■ **Prompt**:
Only the lines that include "Number" should be copied from the data below.

■ **Stored data entries**:
___

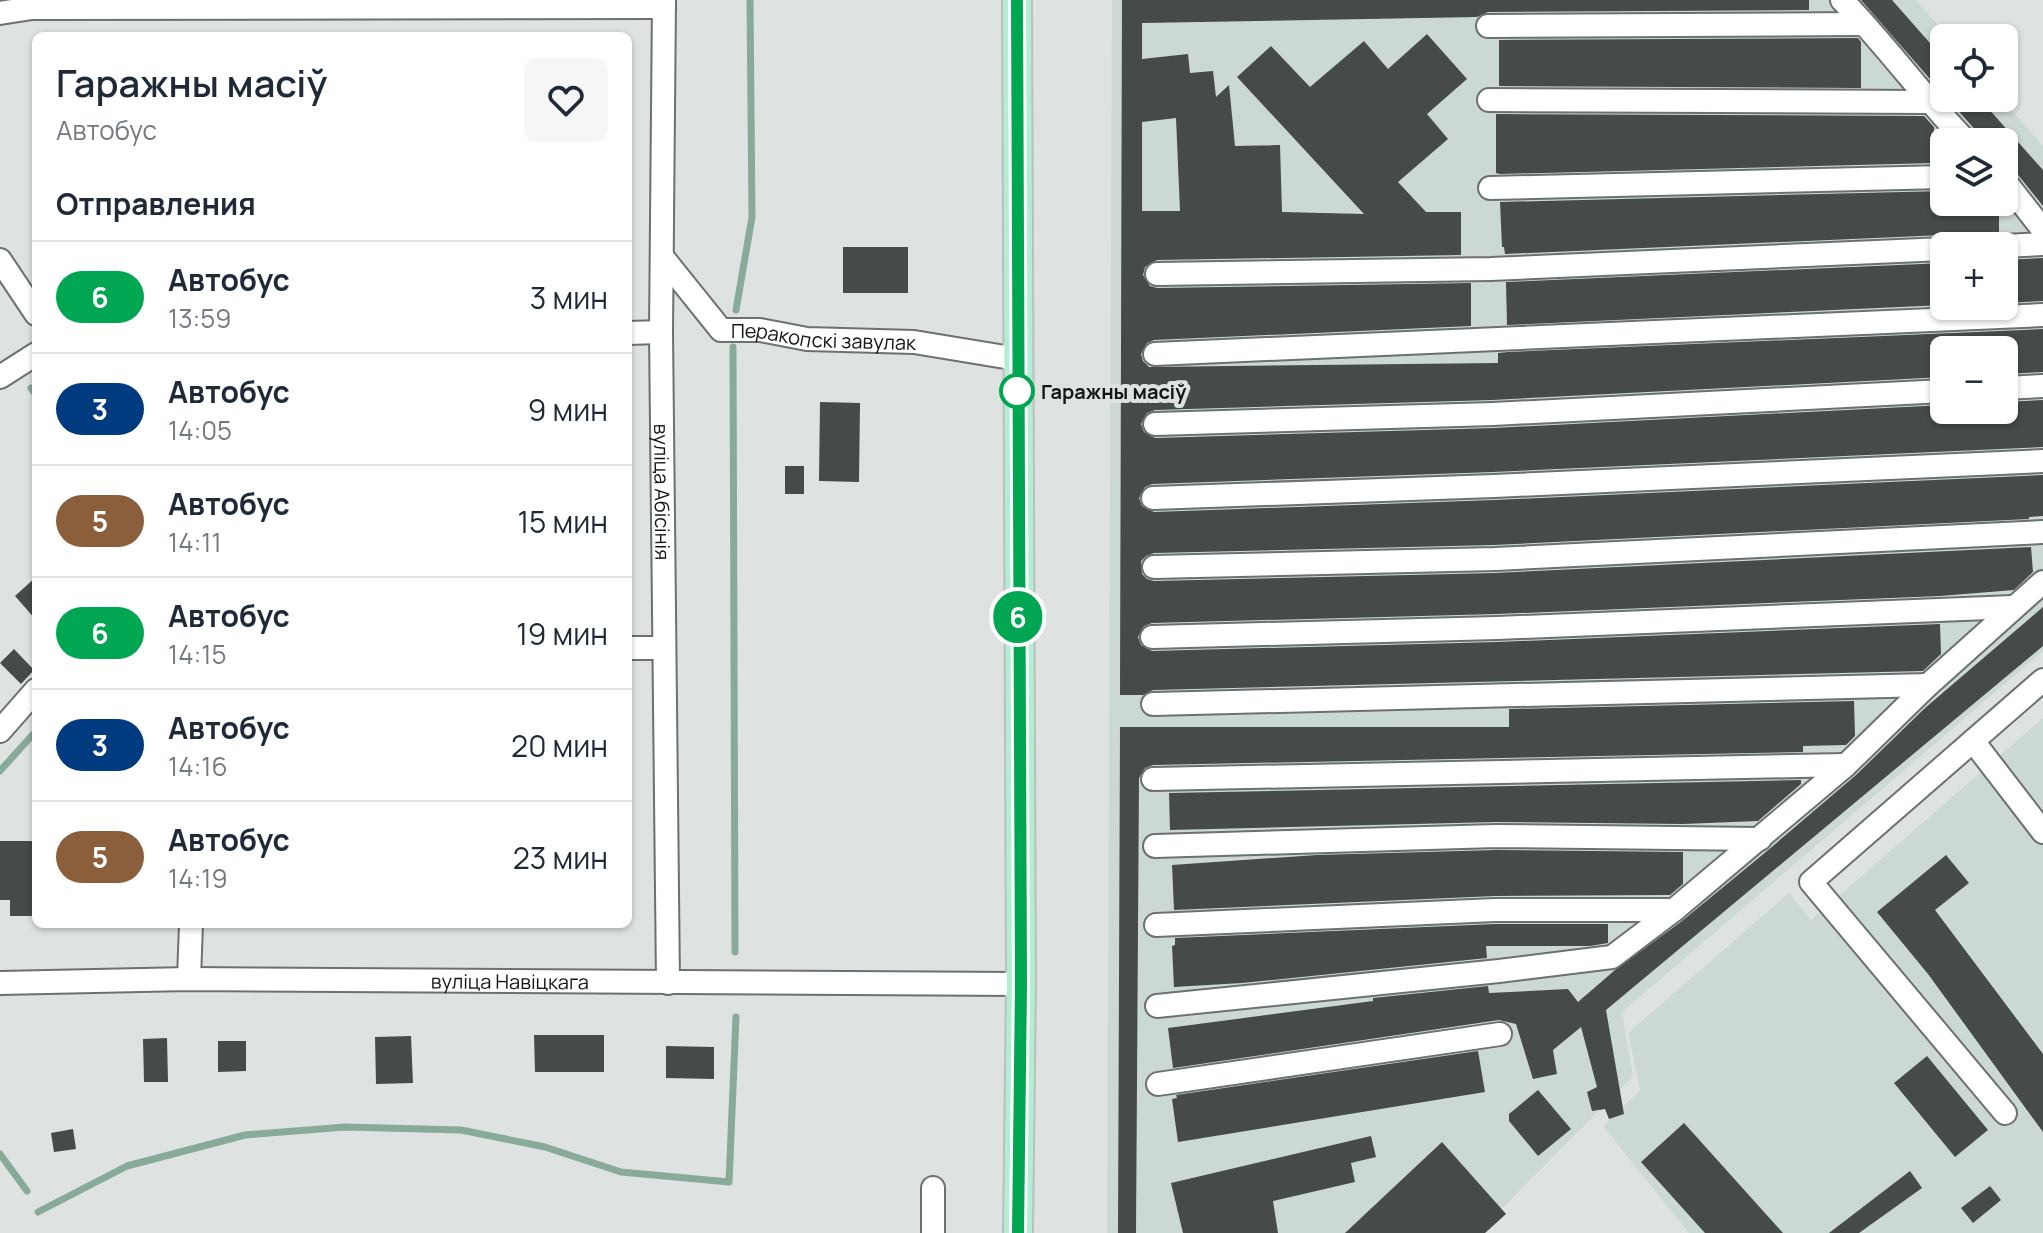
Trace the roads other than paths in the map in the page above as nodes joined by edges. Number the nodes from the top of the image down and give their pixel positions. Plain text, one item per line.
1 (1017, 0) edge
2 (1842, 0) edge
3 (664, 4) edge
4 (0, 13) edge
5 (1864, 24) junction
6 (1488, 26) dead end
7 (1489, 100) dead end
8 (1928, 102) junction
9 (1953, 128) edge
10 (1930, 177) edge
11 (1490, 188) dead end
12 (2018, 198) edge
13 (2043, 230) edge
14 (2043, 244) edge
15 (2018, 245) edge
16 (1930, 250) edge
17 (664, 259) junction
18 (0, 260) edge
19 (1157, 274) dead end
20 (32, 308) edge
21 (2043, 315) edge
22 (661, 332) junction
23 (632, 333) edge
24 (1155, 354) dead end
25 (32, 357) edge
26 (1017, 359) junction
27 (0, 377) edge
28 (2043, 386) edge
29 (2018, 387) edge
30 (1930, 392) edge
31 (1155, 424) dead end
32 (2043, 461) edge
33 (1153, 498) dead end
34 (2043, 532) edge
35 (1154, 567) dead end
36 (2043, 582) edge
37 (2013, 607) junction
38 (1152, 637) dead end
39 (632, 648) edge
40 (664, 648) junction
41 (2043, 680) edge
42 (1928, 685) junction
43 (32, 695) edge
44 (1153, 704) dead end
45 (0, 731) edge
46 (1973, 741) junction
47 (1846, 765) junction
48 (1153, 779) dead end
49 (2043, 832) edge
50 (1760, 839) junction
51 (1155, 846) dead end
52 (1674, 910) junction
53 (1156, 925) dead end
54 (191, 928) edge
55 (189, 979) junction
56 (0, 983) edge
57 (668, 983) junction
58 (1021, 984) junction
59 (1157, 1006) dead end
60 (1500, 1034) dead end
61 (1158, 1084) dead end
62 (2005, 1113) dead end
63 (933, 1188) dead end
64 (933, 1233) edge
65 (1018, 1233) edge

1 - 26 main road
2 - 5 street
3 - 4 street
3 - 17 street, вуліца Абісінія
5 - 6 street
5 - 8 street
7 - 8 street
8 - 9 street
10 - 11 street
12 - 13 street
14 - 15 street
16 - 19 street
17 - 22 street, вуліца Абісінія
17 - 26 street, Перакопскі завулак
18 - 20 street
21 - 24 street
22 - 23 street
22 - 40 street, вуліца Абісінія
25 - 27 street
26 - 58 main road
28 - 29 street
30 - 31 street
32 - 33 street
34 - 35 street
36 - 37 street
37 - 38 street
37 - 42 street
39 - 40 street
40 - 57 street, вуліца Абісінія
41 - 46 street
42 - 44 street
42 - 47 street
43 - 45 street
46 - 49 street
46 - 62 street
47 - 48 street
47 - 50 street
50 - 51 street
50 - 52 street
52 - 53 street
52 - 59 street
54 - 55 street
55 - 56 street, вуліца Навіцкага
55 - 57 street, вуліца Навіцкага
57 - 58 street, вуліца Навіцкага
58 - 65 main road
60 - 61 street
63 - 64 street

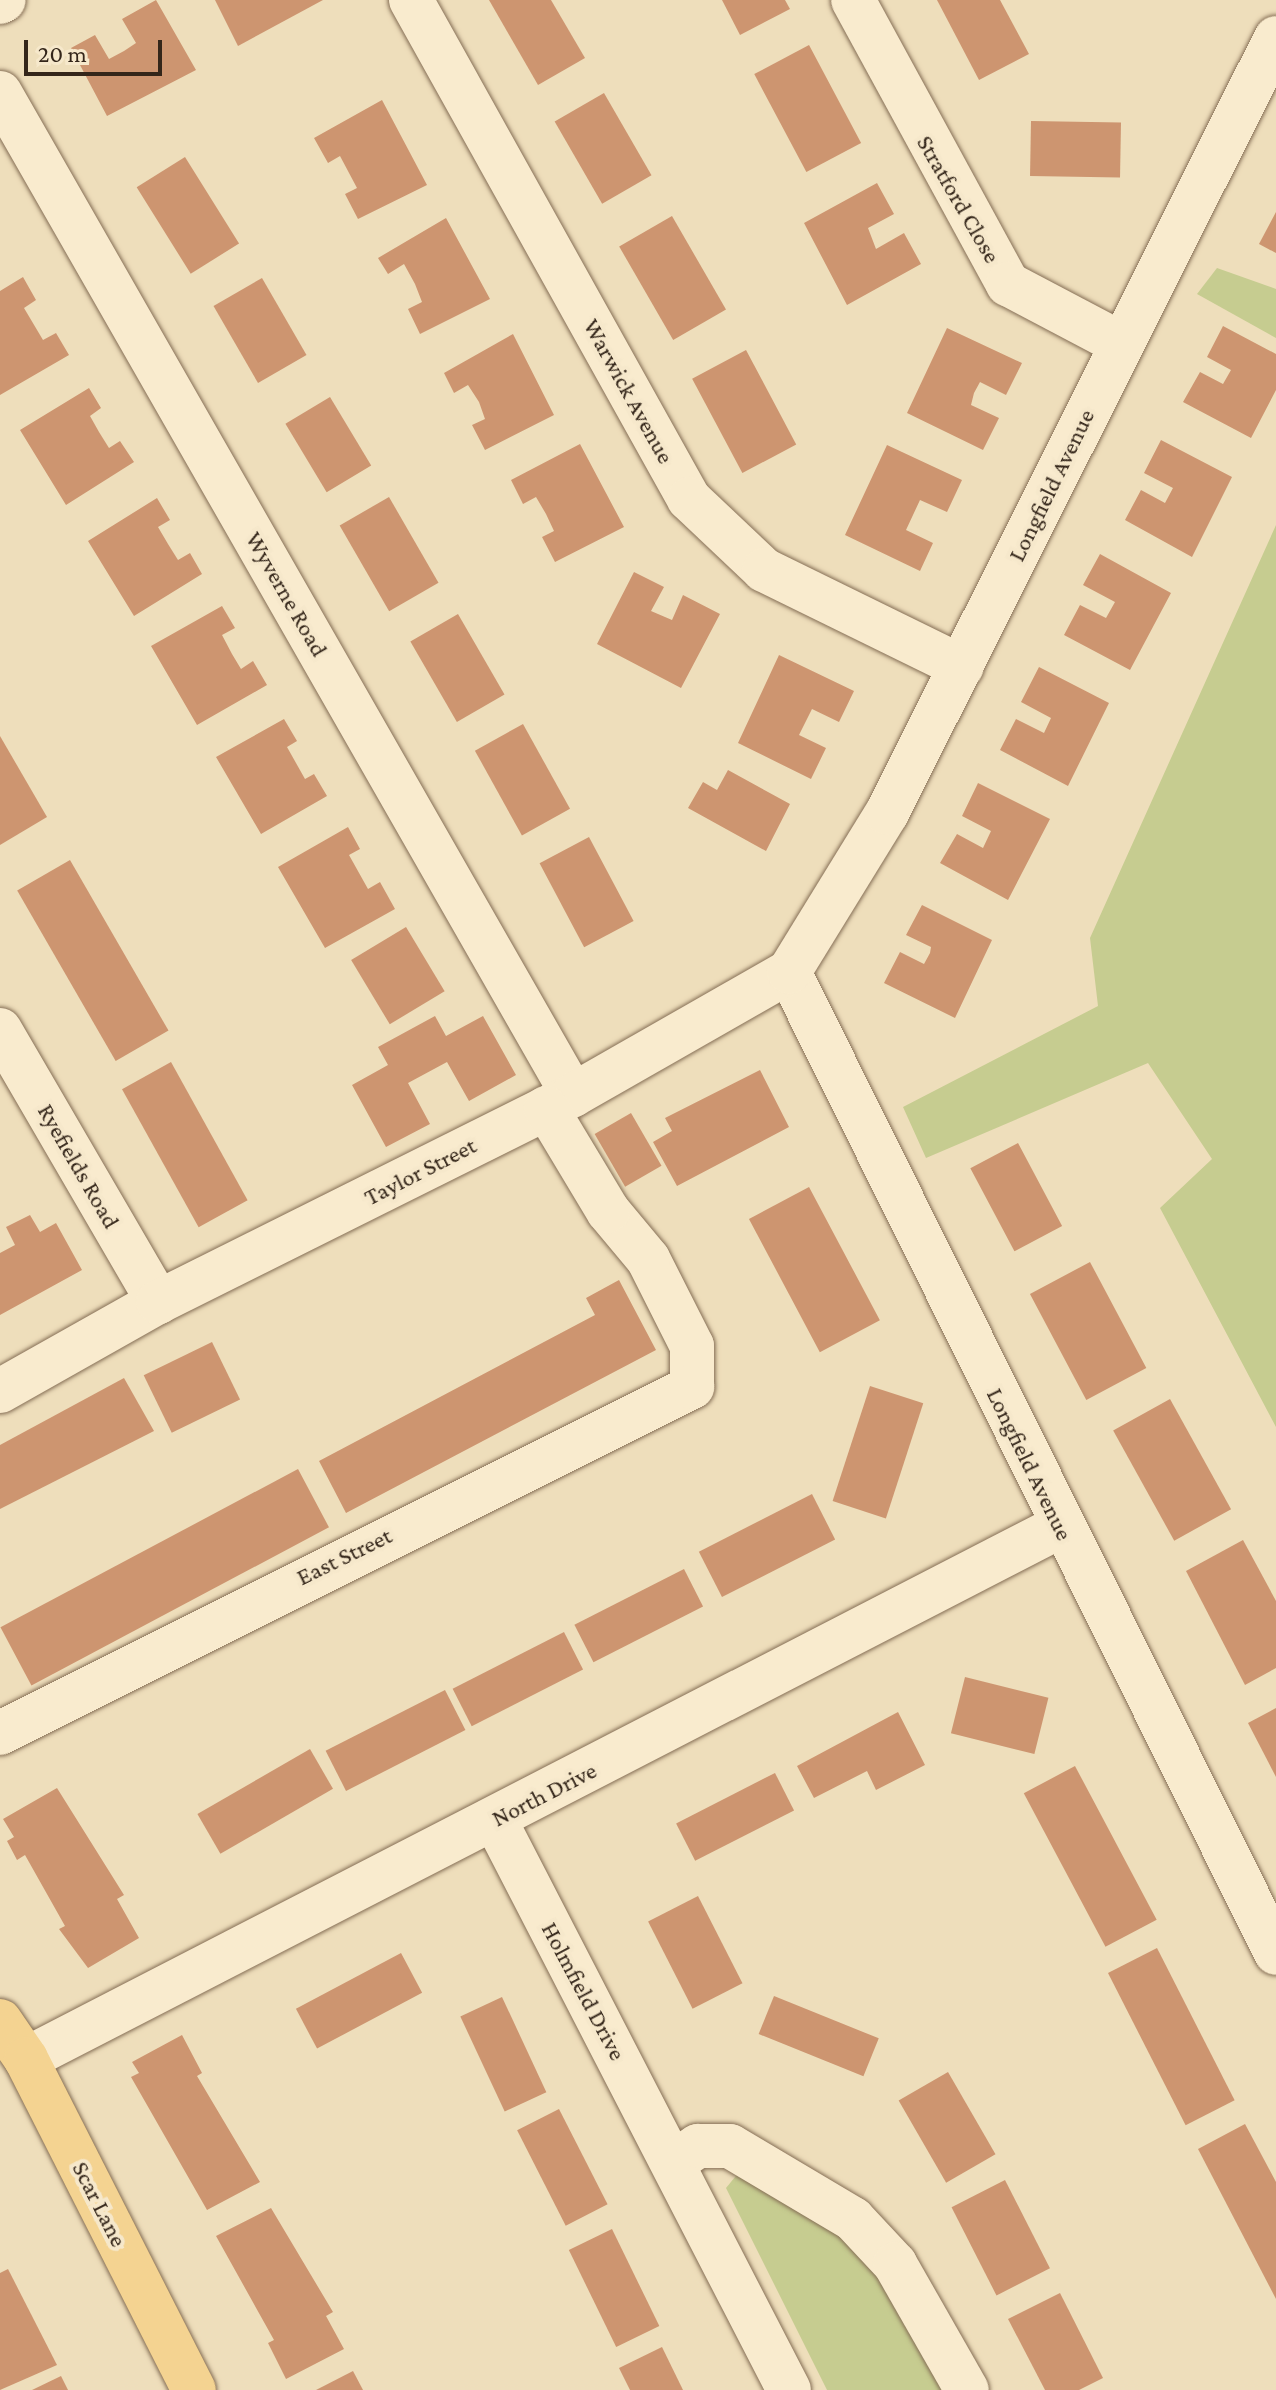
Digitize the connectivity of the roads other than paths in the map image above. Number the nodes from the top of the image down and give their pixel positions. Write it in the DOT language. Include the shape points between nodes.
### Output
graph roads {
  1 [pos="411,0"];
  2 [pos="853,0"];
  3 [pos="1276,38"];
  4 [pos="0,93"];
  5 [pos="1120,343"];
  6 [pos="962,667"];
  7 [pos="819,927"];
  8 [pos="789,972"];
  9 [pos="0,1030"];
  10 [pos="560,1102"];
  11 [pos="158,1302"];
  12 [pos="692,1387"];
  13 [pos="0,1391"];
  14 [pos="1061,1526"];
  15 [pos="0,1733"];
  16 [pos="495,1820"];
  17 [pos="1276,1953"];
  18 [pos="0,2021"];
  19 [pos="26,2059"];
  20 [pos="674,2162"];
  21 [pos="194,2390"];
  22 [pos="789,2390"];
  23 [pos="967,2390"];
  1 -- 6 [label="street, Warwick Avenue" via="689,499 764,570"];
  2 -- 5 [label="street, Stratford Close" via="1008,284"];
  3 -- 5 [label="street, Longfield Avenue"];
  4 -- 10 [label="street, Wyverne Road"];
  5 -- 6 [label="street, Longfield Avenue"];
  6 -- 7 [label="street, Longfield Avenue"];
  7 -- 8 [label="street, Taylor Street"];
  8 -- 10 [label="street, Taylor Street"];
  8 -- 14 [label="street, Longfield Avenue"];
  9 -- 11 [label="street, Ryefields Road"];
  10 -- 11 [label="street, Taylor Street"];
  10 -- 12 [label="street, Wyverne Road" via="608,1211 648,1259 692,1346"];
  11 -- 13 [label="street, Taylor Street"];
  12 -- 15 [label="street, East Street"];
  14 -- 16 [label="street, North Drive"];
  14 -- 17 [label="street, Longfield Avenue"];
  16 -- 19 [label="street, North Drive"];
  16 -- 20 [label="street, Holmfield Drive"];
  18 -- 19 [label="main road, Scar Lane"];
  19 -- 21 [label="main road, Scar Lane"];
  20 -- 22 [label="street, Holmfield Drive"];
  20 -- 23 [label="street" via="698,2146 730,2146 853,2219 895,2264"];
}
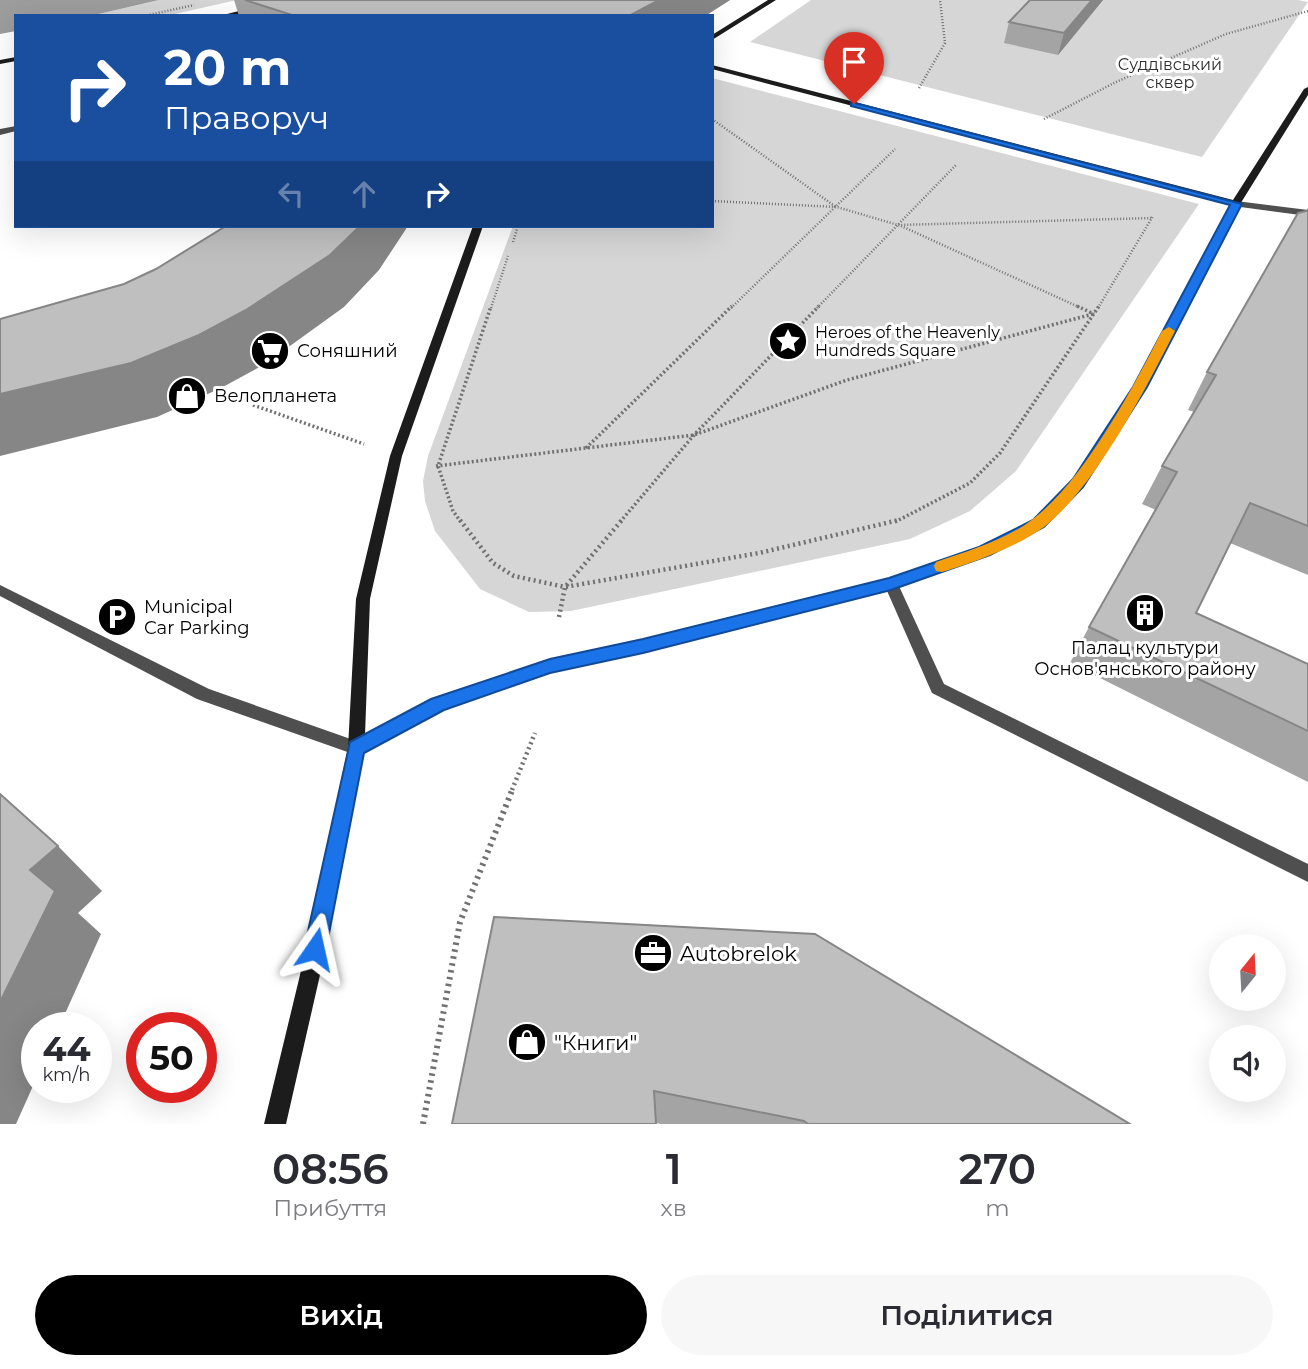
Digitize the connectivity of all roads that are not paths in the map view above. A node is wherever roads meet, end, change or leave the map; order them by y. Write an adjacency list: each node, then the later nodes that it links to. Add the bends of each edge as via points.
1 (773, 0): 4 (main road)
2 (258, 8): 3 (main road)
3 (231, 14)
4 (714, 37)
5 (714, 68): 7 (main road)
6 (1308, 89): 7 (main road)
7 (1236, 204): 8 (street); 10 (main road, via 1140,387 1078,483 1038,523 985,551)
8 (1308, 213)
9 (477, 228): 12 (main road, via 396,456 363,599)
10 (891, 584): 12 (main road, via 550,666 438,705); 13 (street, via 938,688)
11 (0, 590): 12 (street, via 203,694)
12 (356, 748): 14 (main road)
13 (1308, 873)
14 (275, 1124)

___

■ **Response area**:
Trace the roads other than paths in the map in the page above as nodes joined by edges. Number the nodes from the top of the image down and give their pixel positions. Plain text, one item per line.
Digitize the connectivity of the roads other than paths in the map image above. Number the nodes from the top of the image down and give their pixel positions. Write it in the DOT language. Include the shape points between nodes.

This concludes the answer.